→ **Task input**:

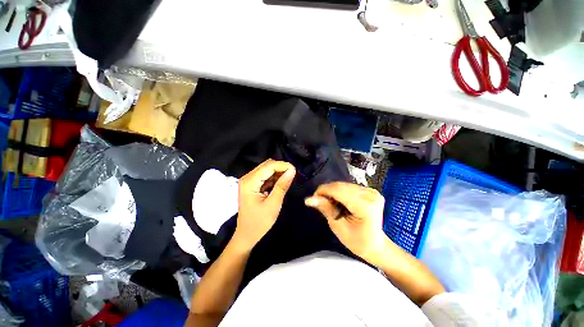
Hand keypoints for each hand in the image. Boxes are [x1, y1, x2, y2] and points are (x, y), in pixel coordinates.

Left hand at [234, 159, 295, 250]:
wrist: (247, 235)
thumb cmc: (259, 222)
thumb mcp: (273, 204)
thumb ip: (282, 185)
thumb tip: (292, 170)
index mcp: (250, 182)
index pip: (269, 166)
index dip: (283, 165)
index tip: (295, 170)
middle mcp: (247, 178)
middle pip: (267, 165)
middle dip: (281, 167)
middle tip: (293, 175)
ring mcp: (249, 181)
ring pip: (266, 169)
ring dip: (278, 172)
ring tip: (288, 179)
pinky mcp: (252, 184)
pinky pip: (265, 175)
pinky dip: (274, 177)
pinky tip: (281, 183)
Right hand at [305, 182, 388, 265]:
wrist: (375, 244)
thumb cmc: (357, 241)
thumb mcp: (338, 227)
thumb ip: (326, 209)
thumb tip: (309, 199)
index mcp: (366, 207)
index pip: (339, 191)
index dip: (323, 191)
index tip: (313, 198)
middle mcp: (371, 195)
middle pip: (341, 186)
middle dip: (327, 191)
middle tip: (319, 201)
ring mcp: (372, 191)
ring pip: (343, 185)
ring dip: (332, 191)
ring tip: (329, 203)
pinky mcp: (370, 190)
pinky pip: (348, 186)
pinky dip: (339, 192)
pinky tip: (338, 201)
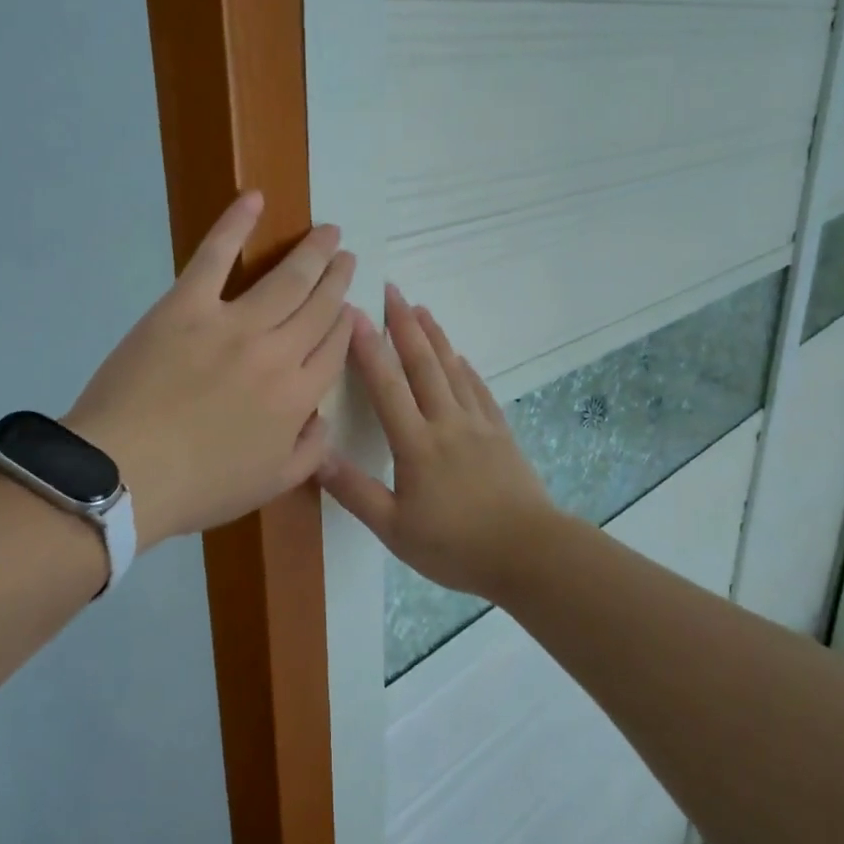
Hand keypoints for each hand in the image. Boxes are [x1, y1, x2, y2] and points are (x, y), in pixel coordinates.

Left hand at [66, 192, 355, 551]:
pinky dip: (236, 224)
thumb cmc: (197, 487)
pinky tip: (255, 199)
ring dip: (312, 252)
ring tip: (328, 232)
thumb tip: (324, 418)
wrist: (124, 475)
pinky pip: (216, 256)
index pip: (334, 348)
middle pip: (319, 306)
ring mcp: (233, 324)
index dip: (345, 323)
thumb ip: (309, 452)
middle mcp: (278, 352)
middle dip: (338, 277)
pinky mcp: (186, 306)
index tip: (349, 306)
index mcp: (298, 397)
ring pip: (286, 279)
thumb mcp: (268, 486)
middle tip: (347, 255)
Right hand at [319, 285, 556, 599]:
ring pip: (453, 370)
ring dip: (435, 337)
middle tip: (392, 290)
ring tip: (422, 310)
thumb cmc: (456, 547)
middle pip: (423, 364)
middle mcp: (447, 422)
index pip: (387, 386)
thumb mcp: (395, 530)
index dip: (369, 347)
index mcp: (416, 444)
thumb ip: (355, 492)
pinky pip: (479, 391)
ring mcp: (478, 425)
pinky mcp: (501, 434)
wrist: (529, 553)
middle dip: (405, 325)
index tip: (355, 312)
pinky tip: (460, 358)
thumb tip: (315, 457)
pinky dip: (466, 369)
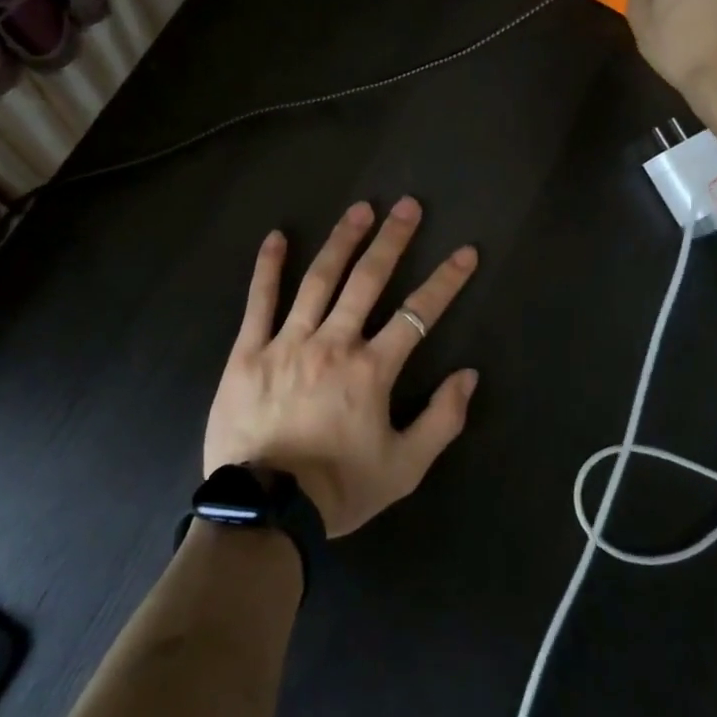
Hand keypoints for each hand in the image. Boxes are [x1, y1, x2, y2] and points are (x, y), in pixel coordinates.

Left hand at [203, 198, 479, 537]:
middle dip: (392, 240)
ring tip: (360, 209)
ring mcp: (288, 342)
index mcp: (372, 370)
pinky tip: (276, 237)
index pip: (418, 315)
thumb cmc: (339, 489)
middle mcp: (333, 343)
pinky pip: (259, 302)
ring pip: (319, 280)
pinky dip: (268, 268)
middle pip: (368, 281)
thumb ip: (441, 421)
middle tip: (407, 205)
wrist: (266, 511)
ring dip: (342, 241)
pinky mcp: (249, 352)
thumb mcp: (404, 468)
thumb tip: (468, 376)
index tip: (465, 251)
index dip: (446, 281)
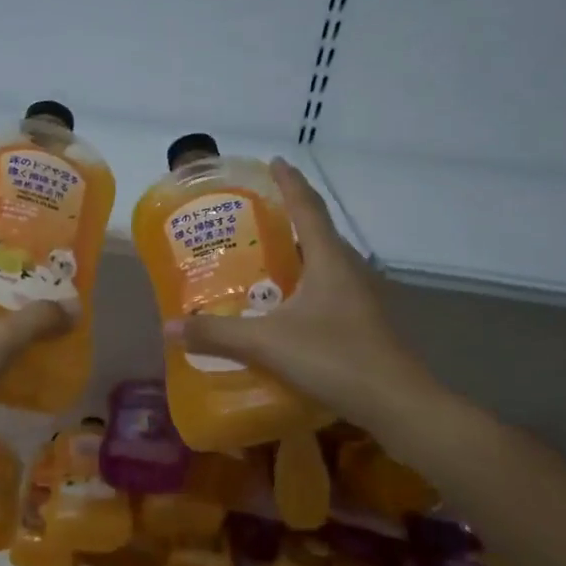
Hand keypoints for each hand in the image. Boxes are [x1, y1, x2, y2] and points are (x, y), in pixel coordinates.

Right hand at [165, 159, 438, 429]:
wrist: (396, 404)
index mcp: (329, 260)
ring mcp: (358, 298)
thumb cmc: (335, 358)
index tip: (274, 162)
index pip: (308, 208)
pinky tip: (281, 308)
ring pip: (322, 264)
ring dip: (295, 255)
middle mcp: (348, 270)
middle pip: (317, 233)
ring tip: (260, 259)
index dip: (290, 183)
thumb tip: (169, 327)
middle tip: (252, 219)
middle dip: (288, 219)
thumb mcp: (268, 343)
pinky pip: (325, 291)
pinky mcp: (360, 323)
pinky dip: (301, 286)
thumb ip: (218, 334)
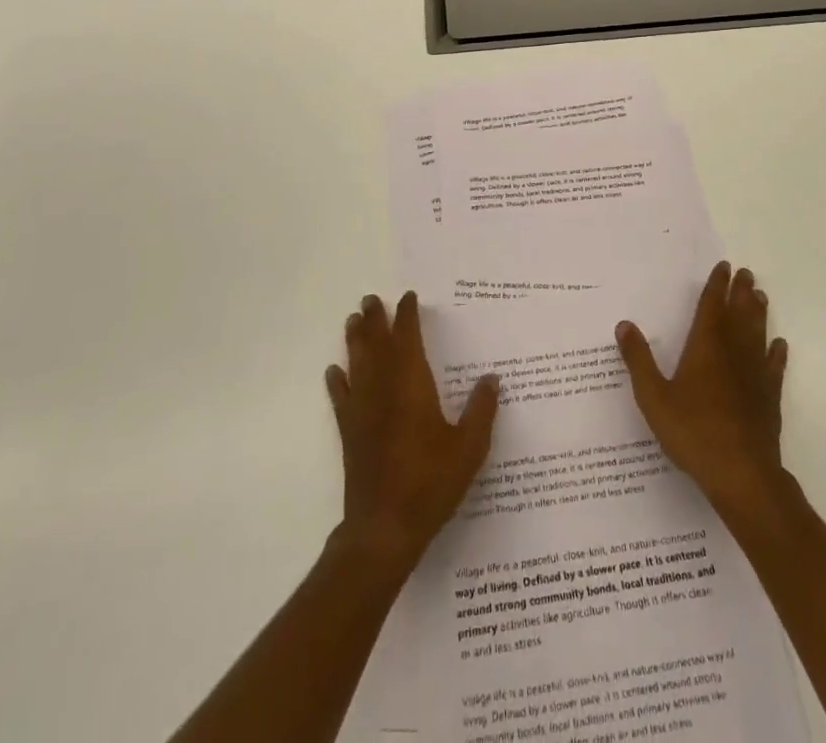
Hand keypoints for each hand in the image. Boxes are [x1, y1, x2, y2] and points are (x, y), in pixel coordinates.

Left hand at [325, 292, 498, 571]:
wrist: (384, 528)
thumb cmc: (431, 483)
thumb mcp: (469, 447)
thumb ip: (481, 410)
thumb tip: (491, 378)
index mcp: (412, 385)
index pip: (407, 339)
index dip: (407, 316)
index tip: (408, 297)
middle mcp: (384, 389)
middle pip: (377, 345)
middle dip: (375, 320)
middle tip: (371, 299)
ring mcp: (363, 411)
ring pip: (357, 365)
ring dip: (355, 341)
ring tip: (352, 320)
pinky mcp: (350, 434)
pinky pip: (341, 399)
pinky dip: (337, 382)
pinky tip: (334, 372)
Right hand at [616, 261, 788, 522]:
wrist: (742, 474)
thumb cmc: (693, 432)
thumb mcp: (653, 397)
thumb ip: (638, 360)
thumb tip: (624, 324)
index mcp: (705, 346)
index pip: (712, 306)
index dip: (716, 285)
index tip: (724, 267)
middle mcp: (733, 352)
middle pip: (739, 314)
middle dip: (741, 292)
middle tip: (746, 273)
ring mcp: (755, 375)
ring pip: (758, 334)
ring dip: (759, 313)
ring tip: (760, 296)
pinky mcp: (770, 397)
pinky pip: (774, 366)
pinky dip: (776, 353)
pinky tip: (778, 345)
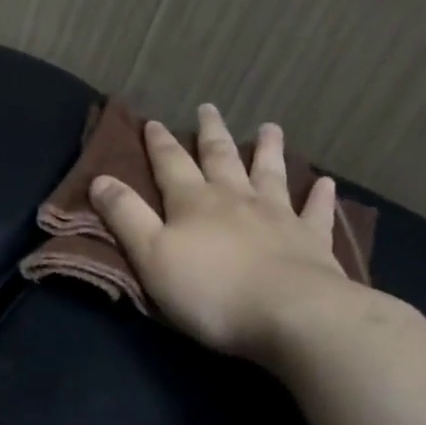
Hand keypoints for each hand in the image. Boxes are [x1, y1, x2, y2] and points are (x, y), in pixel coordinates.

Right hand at [89, 108, 357, 361]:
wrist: (293, 316)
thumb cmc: (211, 290)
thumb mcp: (151, 255)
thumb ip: (126, 216)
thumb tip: (99, 179)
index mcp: (193, 202)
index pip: (171, 164)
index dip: (159, 143)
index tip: (153, 122)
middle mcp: (235, 199)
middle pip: (221, 158)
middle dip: (211, 133)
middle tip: (209, 108)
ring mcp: (278, 217)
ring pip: (270, 174)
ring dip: (267, 150)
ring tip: (269, 127)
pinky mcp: (313, 242)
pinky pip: (316, 212)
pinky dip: (319, 196)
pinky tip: (326, 183)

→ **Your task**: If an entry above contains a picture, leave that picture out and copy everything else exactly.

→ **Solution for this exercise**:
Hand keypoints for each hand in the image. Boxes are [x1, y1, x2, y2] and points are (x, y), in pixel coordinates.

Left hand at [234, 159, 295, 250]:
wrist: (247, 235)
thumb cmc: (259, 222)
thumb mcp: (273, 204)
thumb ip: (282, 185)
thumb tip: (292, 170)
index mcp: (250, 182)
index pip: (269, 166)
index dip: (283, 165)
index tip: (295, 170)
middle mcp: (247, 178)
middle pip: (267, 165)
middle dip: (281, 167)
middle tip: (293, 175)
ring mcp: (249, 181)
ring pip: (266, 169)
ring dip: (278, 172)
ring tip: (288, 179)
pinky mcp: (252, 184)
pinky pip: (265, 175)
pinky dip: (274, 177)
pinky tip: (281, 183)
Right hand at [305, 182, 388, 265]:
wrist: (375, 244)
thumb cmc: (357, 241)
thumb mcp: (338, 227)
thumb ip: (326, 209)
thumb tip: (309, 199)
index mcp: (366, 207)
index pip: (339, 191)
index dip: (323, 191)
index tip: (313, 198)
middle mcp: (371, 195)
middle pip: (341, 186)
middle dip: (327, 191)
middle tip: (319, 201)
ring mcp: (372, 191)
ring pip: (343, 185)
ring dip: (332, 191)
ring tip: (329, 203)
pinky mcp: (370, 190)
pinky pip: (348, 186)
pinky dip: (339, 192)
pinky tip: (338, 201)
Hand keypoints for each hand in the image. Boxes are [x1, y1, x2, y2] and points are (x, y), in pixel coordinates.

Left hand at [66, 192, 355, 551]:
pinky dip: (236, 224)
thumb cmc: (197, 487)
pinky tip: (255, 199)
ring dip: (312, 252)
ring tip: (328, 232)
thumb tip: (324, 418)
wrist: (124, 475)
pinky pip: (216, 256)
index pip: (334, 348)
middle pip: (319, 306)
ring mcp: (233, 324)
index dip: (345, 323)
thumb ip: (309, 452)
middle mcp: (278, 352)
middle dip: (338, 277)
pinky mcp: (186, 306)
index tip: (349, 306)
index mcp: (298, 397)
ring pip: (286, 279)
thumb mcp: (268, 486)
middle tip: (347, 255)
Right hand at [319, 285, 556, 599]:
ring pip: (453, 370)
ring dip: (435, 337)
middle tip: (392, 290)
ring tip: (422, 310)
thumb cmc: (456, 547)
middle pip: (423, 364)
middle mcp: (447, 422)
index pip: (387, 386)
thumb mcp: (395, 530)
index dip: (369, 347)
index mcp: (416, 444)
thumb ip: (355, 492)
pinky pip: (479, 391)
ring mcp: (478, 425)
pinky mcp: (501, 434)
wrist: (529, 553)
middle dip: (405, 325)
index tip: (355, 312)
pinky tip: (460, 358)
thumb tip: (315, 457)
pinky dip: (466, 369)
Hand keypoints for each hand in the image. Boxes are [x1, y1, x2, y2] and points are (x, y), in pixel coordinates.

Left hand at [203, 198, 479, 537]:
middle dip: (392, 240)
ring tip: (360, 209)
ring mcp: (288, 342)
index mcp: (372, 370)
pinky tip: (276, 237)
index pip: (418, 315)
thumb cmc: (339, 489)
middle mcp: (333, 343)
pinky pip: (259, 302)
ring pip: (319, 280)
pinky dip: (268, 268)
middle pip: (368, 281)
thumb ip: (441, 421)
middle tip: (407, 205)
wrist: (266, 511)
ring dip: (342, 241)
pinky mcp: (249, 352)
thumb mcp: (404, 468)
thumb tip: (468, 376)
index tip: (465, 251)
index dip: (446, 281)
Hand keypoints for each hand in the image. Boxes are [x1, y1, x2, y2] and points are (x, y), in pixel coordinates.

Right hand at [165, 159, 438, 429]:
wrist: (396, 404)
index mcp: (329, 260)
ring mcp: (358, 298)
thumb cmc: (335, 358)
index tip: (274, 162)
index pip: (308, 208)
pinky tip: (281, 308)
ring pip: (322, 264)
ring dip: (295, 255)
middle mcp: (348, 270)
middle pip: (317, 233)
ring tip: (260, 259)
index dip: (290, 183)
thumb tip: (169, 327)
middle tip: (252, 219)
middle dip: (288, 219)
thumb mcp: (268, 343)
pinky pip: (325, 291)
pinky mcp: (360, 323)
pinky dip: (301, 286)
thumb ip: (218, 334)
Hand keypoints for each hand in the image. Boxes are [x1, y1, x2, y2] and points are (x, y), in pixel coordinates.

Left hand at [325, 292, 498, 571]:
wrist: (384, 528)
thumb cmc: (431, 483)
thumb mcp: (469, 447)
thumb ip: (481, 410)
thumb tip: (491, 378)
index mcp: (412, 385)
index pip: (407, 339)
index dip: (407, 316)
index tip: (408, 297)
middle mcp: (384, 389)
middle pip: (377, 345)
middle dip: (375, 320)
middle tip: (371, 299)
ring mcp: (363, 411)
ring pip: (357, 365)
ring dip: (355, 341)
ring tip: (352, 320)
pinky mcp: (350, 434)
pinky pip: (341, 399)
pinky dip: (337, 382)
pinky tip: (334, 372)
Right hand at [616, 261, 788, 522]:
wrist: (742, 474)
thumb cmc: (693, 432)
thumb mcp: (653, 397)
thumb ip: (638, 360)
thumb tip: (624, 324)
index mcp: (705, 346)
index pip: (712, 306)
index dip: (716, 285)
index tip: (724, 267)
middle mcp: (733, 352)
middle pip: (739, 314)
middle dip: (741, 292)
middle tip: (746, 273)
ring mcp: (755, 375)
ring pip: (758, 334)
ring dip: (759, 313)
ring tip: (760, 296)
pinky mcp: (770, 397)
pinky pip: (774, 366)
pinky dip: (776, 353)
pinky tip: (778, 345)
Hand keypoints for each hand in the image. Boxes are [x1, y1, x2, y2] and points are (x, y), in pixel coordinates.

Right hand at [89, 108, 357, 361]:
wrist: (293, 316)
thumb cmc: (211, 290)
thumb mcp: (151, 255)
thumb ip: (126, 216)
thumb tip: (99, 179)
index mcp: (193, 202)
index pip: (171, 164)
index dip: (159, 143)
index tip: (153, 122)
middle mcp: (235, 199)
middle pip: (221, 158)
middle dip: (211, 133)
middle tip: (209, 108)
ring mcp: (278, 217)
ring pip: (270, 174)
ring dip: (267, 150)
ring tip: (269, 127)
pinky mcp: (313, 242)
pinky pip: (316, 212)
pinky dip: (319, 196)
pinky tip: (326, 183)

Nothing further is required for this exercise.